Dès la période de l’Occupation, Isaac Schneersohn (1881-1960), rabbin et industriel d’origine russe, est conscient de l’importance que revêtira pour les Juifs la question de la restauration de leurs droits à la libération de la France. Cette préoccupation est à l’origine de la création du Centre de documentation juive contemporaine (CDJC) appelé au départ « Comité Schneersohn ». Le 28 avril 1943, à Grenoble, alors occupée par les Italiens, une quarantaine de responsables de la plupart des organisations juives créent ainsi une institution nouvelle vouée à documenter les divers aspects de la persécution dans le souci de penser la reconstruction de l’après-guerre, de peser sur elle.

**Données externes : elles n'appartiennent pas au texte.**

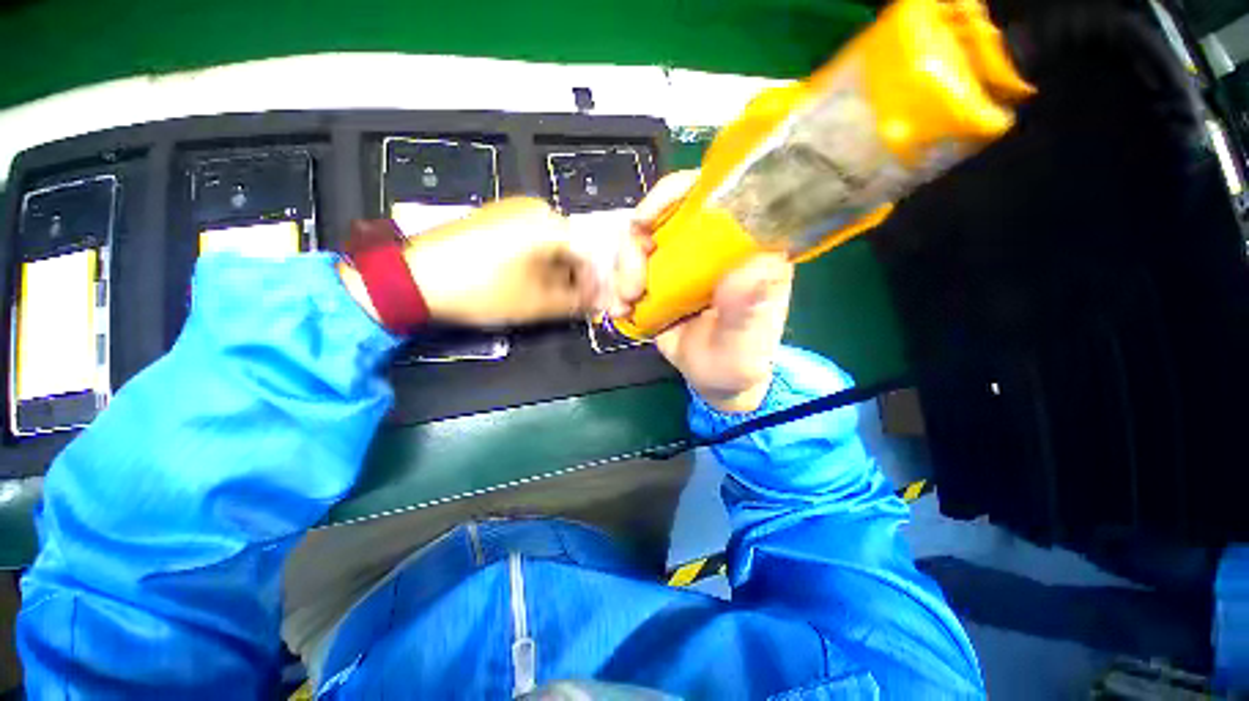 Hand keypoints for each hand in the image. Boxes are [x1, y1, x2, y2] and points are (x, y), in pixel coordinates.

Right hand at [636, 171, 794, 413]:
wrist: (717, 378)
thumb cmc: (740, 358)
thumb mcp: (748, 339)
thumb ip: (750, 307)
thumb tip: (754, 264)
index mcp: (742, 246)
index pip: (713, 193)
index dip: (675, 194)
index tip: (645, 221)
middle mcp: (709, 245)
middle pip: (663, 214)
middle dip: (636, 245)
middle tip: (632, 286)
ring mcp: (681, 261)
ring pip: (639, 241)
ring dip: (622, 269)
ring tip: (625, 304)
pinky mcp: (659, 280)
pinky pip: (629, 268)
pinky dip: (617, 285)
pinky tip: (620, 310) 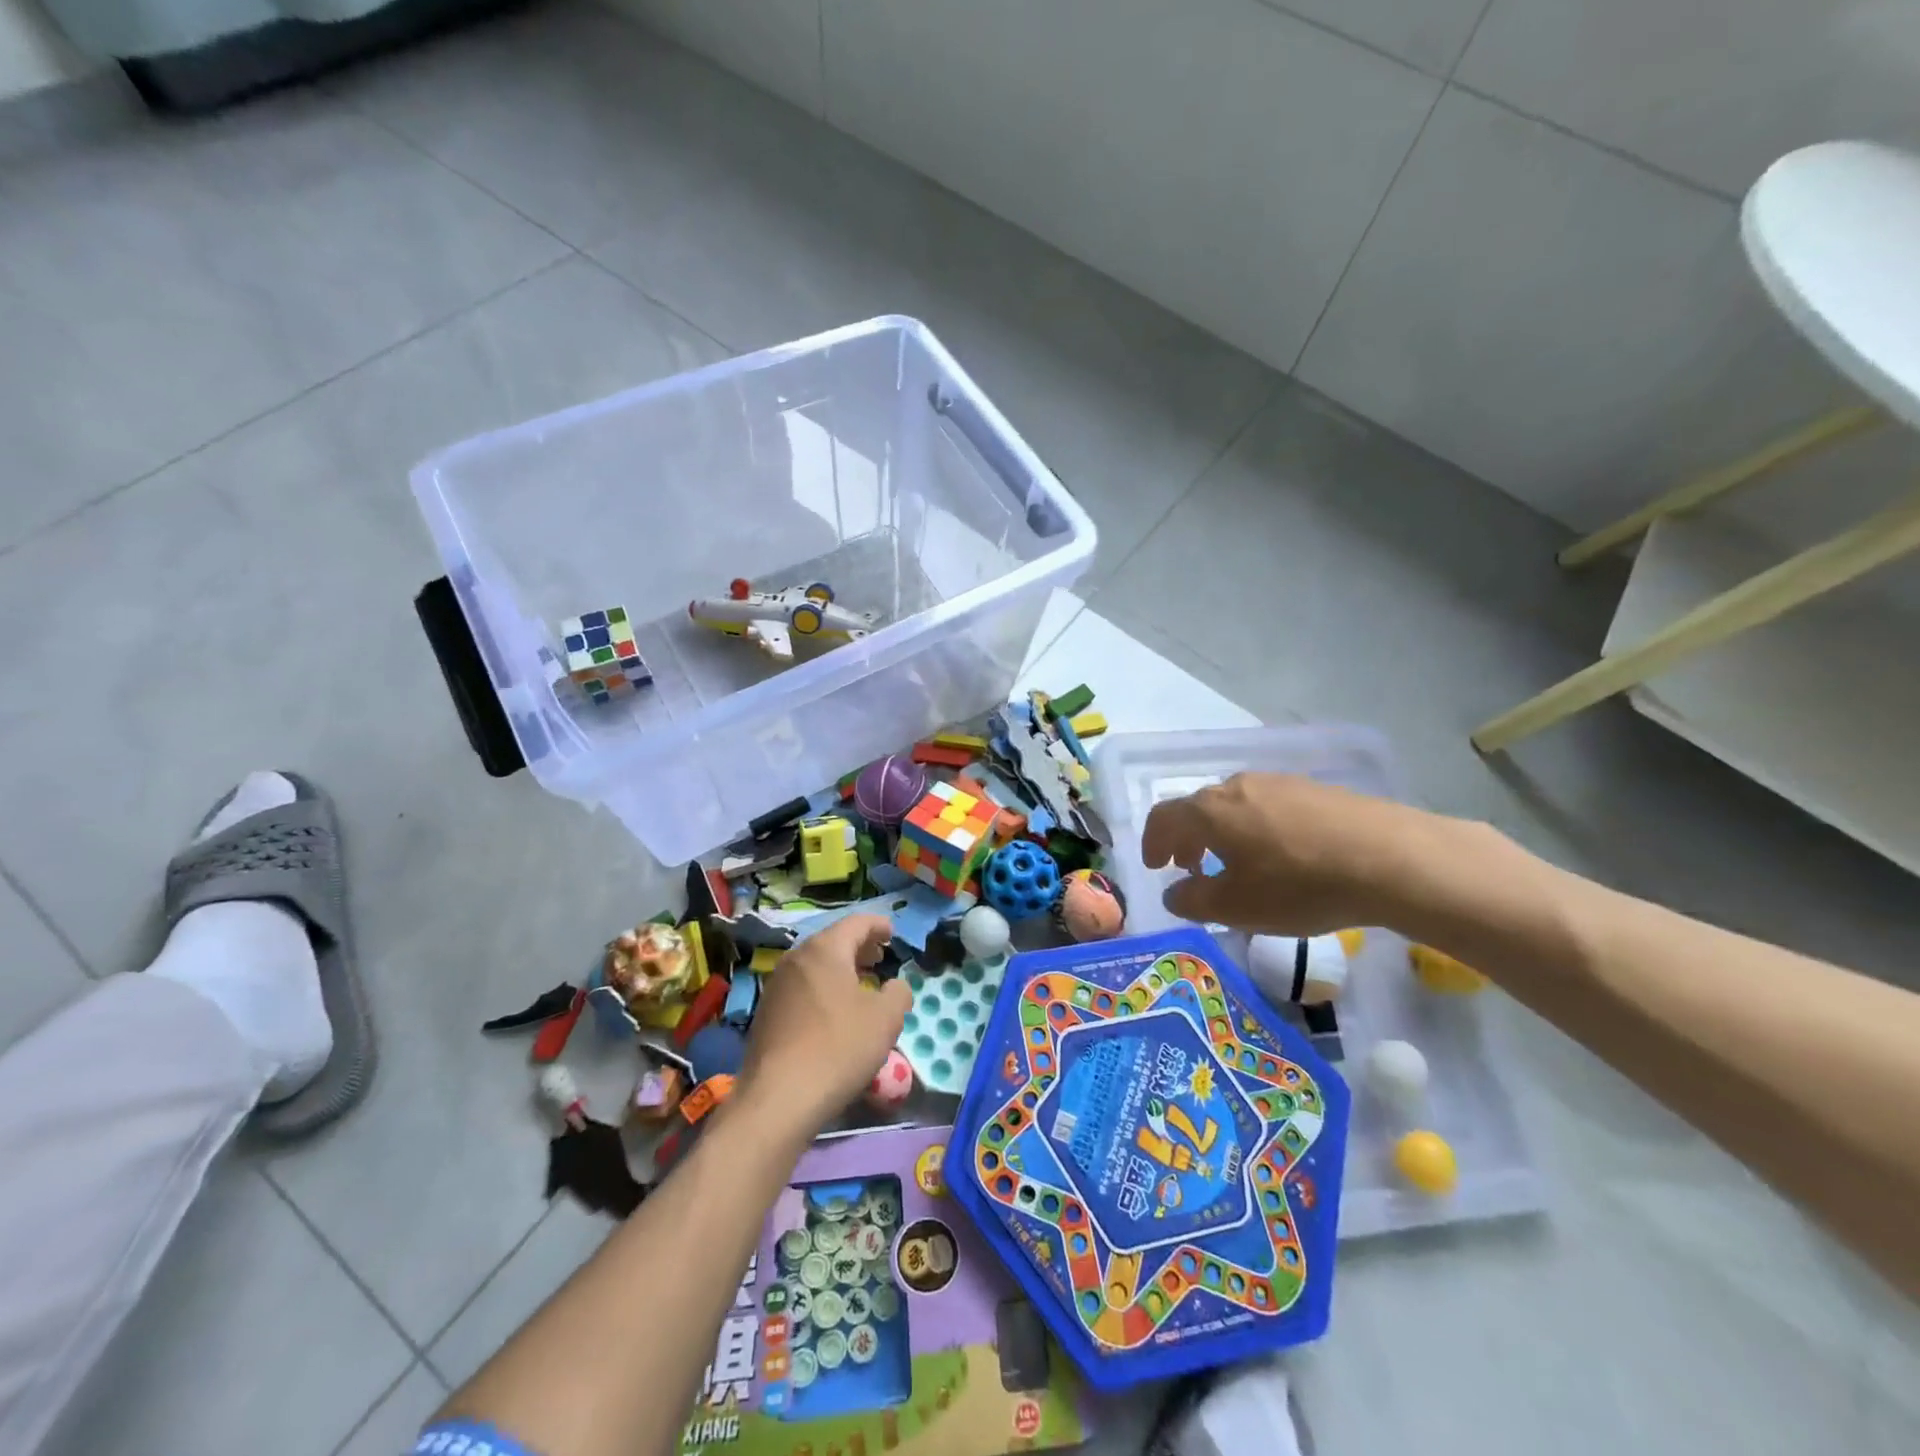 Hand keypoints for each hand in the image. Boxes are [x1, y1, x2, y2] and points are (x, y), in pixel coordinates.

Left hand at [737, 914, 911, 1140]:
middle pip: (833, 941)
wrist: (778, 1098)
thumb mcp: (886, 1019)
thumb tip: (895, 986)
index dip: (878, 925)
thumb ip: (898, 993)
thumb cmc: (838, 1047)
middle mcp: (796, 959)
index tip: (893, 933)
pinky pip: (802, 988)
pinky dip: (822, 989)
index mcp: (825, 949)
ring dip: (840, 969)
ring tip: (860, 985)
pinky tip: (834, 1013)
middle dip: (859, 947)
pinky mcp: (766, 1013)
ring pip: (815, 965)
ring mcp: (776, 986)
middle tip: (880, 958)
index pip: (856, 923)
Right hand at [1142, 773, 1418, 934]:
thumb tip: (1174, 893)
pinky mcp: (1313, 789)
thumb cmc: (1299, 885)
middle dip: (1187, 839)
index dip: (1152, 842)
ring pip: (1234, 805)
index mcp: (1210, 810)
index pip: (1163, 817)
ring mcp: (1278, 782)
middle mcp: (1237, 785)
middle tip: (1192, 869)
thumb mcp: (1236, 907)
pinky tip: (1281, 855)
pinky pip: (1267, 806)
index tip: (1156, 867)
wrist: (1390, 858)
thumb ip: (1192, 901)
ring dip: (1222, 833)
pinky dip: (1255, 828)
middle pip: (1198, 808)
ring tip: (1237, 864) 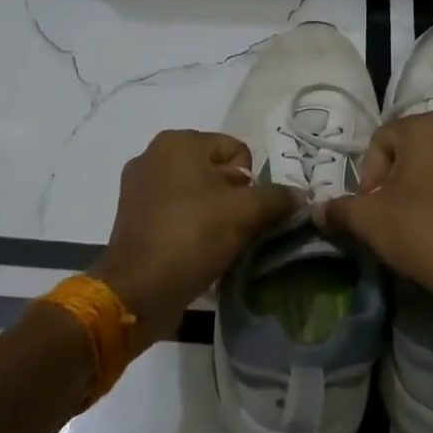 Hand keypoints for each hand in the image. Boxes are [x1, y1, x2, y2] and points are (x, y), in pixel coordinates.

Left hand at [92, 129, 301, 350]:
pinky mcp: (132, 216)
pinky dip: (191, 226)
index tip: (248, 212)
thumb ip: (278, 198)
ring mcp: (138, 187)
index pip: (236, 150)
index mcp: (178, 142)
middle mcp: (153, 155)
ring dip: (214, 214)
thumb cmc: (191, 237)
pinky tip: (199, 251)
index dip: (251, 182)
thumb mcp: (245, 214)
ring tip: (220, 243)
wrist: (137, 291)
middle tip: (239, 229)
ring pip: (196, 193)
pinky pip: (176, 211)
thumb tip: (300, 195)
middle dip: (233, 197)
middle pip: (216, 170)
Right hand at [315, 112, 432, 329]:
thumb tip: (317, 211)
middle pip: (408, 151)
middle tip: (387, 216)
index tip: (371, 208)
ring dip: (417, 189)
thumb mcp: (369, 220)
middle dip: (392, 181)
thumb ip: (339, 209)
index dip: (368, 175)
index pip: (380, 141)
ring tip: (412, 223)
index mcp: (427, 126)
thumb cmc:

Léon Poliakov (1910-1997), secrétaire de Schneersohn, en fut un témoin ironique : « Je me souviens, écrit-il dans son autobiographie L’auberge des musiciens, que, pour commencer, il [Schneersohn], avait installé un bureau à Grenoble, rue Bizanet, où une demi-douzaine de dactylos étaient chargées de dépouiller le Journal officiel pour dresser l’interminable liste des entreprises aryanisées, ce que je trouvais suprêmement ridicule, ne comprenant pas qu’il faut un commencement à tout. »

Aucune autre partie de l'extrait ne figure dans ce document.